- Logo of the council since 2015

Leadership
- President: Martial Saddier, LR since 27 June 2021

Website
- www.hautesavoie.fr

= Departmental Council of Haute-Savoie =

Departmental legislature in France

The Departmental Council of Haute-Savoie (Conseil départemental de la Haute-Savoie) is the deliberative assembly of the French department of Haute-Savoie.

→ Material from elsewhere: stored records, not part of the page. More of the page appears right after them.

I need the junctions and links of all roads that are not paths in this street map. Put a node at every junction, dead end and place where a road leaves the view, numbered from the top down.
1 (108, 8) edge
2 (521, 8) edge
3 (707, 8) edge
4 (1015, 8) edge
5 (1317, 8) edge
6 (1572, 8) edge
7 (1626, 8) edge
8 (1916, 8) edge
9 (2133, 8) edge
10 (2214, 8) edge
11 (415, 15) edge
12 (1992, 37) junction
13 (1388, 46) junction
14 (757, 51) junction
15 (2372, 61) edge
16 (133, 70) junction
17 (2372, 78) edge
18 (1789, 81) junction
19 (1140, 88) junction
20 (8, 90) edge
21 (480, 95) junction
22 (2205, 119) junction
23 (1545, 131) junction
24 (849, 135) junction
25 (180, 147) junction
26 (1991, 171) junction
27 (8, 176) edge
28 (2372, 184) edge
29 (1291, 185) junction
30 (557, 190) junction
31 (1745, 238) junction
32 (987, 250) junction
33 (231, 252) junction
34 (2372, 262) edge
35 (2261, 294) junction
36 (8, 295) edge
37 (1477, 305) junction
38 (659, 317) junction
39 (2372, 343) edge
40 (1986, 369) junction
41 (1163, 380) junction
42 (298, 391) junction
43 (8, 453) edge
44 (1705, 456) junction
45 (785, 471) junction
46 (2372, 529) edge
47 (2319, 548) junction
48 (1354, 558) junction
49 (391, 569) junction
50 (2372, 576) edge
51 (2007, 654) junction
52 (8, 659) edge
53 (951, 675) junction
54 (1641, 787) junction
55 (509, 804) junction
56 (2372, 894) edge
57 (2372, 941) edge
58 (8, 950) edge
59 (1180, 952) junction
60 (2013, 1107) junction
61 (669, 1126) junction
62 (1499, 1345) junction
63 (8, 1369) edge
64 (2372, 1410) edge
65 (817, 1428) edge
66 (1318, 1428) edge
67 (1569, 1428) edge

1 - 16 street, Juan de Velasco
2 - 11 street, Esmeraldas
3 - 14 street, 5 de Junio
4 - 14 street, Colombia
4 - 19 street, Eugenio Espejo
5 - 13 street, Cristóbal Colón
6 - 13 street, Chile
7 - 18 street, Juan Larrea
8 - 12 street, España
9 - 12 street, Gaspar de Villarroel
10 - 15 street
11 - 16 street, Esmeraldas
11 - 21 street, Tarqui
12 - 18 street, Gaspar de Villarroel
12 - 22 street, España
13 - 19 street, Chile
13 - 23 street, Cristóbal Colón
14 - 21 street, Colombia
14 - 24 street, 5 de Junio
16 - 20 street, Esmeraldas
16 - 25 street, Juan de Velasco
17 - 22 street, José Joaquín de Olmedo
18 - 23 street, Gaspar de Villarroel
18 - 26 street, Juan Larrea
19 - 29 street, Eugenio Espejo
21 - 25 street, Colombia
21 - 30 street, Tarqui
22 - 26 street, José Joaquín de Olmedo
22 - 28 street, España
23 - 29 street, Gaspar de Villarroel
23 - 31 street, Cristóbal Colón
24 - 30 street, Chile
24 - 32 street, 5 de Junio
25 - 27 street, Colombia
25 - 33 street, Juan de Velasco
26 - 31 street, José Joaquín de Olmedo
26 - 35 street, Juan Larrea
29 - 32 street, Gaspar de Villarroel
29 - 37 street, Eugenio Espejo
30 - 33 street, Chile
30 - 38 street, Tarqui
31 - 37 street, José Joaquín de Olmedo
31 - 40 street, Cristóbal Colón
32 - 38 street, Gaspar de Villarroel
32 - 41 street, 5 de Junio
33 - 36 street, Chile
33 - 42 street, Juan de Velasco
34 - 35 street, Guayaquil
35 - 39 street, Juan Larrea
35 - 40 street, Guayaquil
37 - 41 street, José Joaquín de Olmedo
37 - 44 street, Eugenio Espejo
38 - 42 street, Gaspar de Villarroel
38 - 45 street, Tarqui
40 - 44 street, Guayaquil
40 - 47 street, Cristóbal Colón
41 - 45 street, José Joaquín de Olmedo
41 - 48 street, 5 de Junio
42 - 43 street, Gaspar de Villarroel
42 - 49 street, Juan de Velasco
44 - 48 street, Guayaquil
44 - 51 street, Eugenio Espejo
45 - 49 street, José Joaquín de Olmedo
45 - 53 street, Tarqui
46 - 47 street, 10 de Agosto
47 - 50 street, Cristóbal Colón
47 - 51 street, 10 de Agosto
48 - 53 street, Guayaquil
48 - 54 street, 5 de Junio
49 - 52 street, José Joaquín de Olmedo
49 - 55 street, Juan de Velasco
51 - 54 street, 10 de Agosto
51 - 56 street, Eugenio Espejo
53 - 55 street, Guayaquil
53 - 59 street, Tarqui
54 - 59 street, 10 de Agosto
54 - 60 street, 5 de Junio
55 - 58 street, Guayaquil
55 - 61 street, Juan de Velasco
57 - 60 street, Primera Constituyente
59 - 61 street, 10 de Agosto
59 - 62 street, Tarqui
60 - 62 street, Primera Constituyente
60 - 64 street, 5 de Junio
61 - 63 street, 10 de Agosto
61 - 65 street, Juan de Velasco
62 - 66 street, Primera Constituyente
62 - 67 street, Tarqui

It consists of 34 members (departmental councilors) from 17 cantons and its headquarters are in Annecy, capital of the department.

== Executive ==

=== President ===
The president of the departemental council of Haute-Savoie was Christian Monteil (DVD), since 2008. He was re-elected president of the departmental council after the 2015 departmental elections. Following the 2021 departmental elections, Martial Saddier (LR) succeeded him as head of the council.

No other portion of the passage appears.